Born in Greater Manchester in 1953, Wood got her first break in 1974 winning the TV talent contest "New Faces." As a woman from northwest England she was an outsider in the world of British comedy, but became a well-known standup, and got her own TV show in the 1980s with "Victoria Wood as Seen on TV."
One recurring element was "Acorn Antiques," a spoof soap opera complete with wobbly sets and even wobblier acting that many consider a comic classic.
A versatile talent, Wood performed solo and in ensembles, played comic songs on the piano and wrote scripts for the stage and television.
Her sharply observed comedy found humor in everyday British life — especially northern English life, with its strong strain of downbeat humor. Several commentators compared her to playwright Alan Bennett, another chronicler of class, self-consciousness and social awkwardness.
Mark Gatiss, co-creator of TV series "Sherlock" and member of comedy troupe the League of Gentlemen, tweeted that Wood "had a kindly yet savage eye for the ordinariness and the grotesquerie of life."

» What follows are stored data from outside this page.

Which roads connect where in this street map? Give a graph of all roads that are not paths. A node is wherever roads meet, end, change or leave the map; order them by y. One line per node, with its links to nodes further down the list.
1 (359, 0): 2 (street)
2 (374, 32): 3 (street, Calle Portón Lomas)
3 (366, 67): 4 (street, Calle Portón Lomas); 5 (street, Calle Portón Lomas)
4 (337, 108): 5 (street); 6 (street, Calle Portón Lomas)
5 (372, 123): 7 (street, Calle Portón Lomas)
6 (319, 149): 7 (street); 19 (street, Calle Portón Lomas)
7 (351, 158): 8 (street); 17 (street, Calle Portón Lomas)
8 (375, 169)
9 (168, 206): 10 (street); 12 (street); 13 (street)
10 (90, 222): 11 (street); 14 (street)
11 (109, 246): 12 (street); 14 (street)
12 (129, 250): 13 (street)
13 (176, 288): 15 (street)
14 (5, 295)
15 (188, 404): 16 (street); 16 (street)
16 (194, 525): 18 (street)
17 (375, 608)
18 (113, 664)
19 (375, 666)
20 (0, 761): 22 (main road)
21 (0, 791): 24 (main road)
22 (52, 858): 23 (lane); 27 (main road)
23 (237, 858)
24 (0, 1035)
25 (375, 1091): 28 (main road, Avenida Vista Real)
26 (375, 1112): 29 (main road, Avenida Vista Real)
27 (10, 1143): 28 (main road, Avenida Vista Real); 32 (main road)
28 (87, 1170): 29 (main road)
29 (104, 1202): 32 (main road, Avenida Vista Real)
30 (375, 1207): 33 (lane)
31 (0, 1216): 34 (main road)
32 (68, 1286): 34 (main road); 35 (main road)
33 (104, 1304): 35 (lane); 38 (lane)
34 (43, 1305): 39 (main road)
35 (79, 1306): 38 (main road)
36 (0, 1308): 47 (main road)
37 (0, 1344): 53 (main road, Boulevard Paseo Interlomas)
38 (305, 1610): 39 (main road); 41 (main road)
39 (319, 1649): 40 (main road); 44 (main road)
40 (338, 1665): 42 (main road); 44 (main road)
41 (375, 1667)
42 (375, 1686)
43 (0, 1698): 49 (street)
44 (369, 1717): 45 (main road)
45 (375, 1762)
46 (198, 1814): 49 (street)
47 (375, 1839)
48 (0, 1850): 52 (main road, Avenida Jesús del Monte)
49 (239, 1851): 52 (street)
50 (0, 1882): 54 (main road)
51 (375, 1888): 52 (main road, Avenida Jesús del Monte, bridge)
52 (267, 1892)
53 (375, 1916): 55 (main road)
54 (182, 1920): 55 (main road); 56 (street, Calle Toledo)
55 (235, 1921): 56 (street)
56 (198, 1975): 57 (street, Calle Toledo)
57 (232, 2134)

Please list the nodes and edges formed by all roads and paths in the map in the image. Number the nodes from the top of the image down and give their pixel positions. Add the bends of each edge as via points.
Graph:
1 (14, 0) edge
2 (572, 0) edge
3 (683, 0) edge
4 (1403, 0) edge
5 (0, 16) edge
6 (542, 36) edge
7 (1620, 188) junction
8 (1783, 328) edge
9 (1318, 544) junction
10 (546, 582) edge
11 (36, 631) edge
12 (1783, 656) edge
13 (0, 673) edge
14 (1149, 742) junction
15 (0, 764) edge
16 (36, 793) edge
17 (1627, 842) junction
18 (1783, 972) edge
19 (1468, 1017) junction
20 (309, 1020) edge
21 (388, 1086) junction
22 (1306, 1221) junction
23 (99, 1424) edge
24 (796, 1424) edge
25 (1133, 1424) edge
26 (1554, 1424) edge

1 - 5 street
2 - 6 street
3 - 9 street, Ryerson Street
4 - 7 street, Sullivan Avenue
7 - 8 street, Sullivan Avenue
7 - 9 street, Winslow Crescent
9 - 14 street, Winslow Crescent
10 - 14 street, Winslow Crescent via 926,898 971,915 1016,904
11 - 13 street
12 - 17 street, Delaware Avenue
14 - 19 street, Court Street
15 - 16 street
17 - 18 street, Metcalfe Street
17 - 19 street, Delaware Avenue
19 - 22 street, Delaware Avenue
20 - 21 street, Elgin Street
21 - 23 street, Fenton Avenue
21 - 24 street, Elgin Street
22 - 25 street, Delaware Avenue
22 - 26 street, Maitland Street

Wood wrote sketch shows and one-off dramas for TV while continuing to perform live, often to sold-out crowds. She created and starred in the late-1990s sitcom "Dinnerladies," set in a factory canteen. It featured an exceptional, mostly female, cast including Julie Walters, Celia Imrie and Maxine Peake.
"She made it OK to be a woman and be funny in the U.K.," said former BBC chairman Michael Grade. "She blazed the trail."
Many female entertainers hailed Wood as an inspiration.
Writer Caitlin Moran tweeted: "Seeing Victoria Wood on TV — working class, bookish, silly, clever, doing stand-up, singing, acting — made me think 'Girls can do this.'"
"Absolutely Fabulous" creator Jennifer Saunders said "she was truly an inspiration and had so much left to give and we won't see it. "
At the same time, Wood's wit and warmth gave her an incredibly broad appeal. Prime Minister David Cameron tweeted that Wood was "a national treasure loved by millions." Ricky Gervais called her "innovative, funny and down to earth," while Monty Python's John Cleese said she was "a superlative performer."
Wood won four British Academy television awards, including acting and writing prizes for the 2006 drama "Housewife, 49." In 2008, she was made a Commander of the Order of the British Empire by Queen Elizabeth II.
Wood was divorced from magician Geoffrey Durham. She is survived by their two children, Grace and Henry.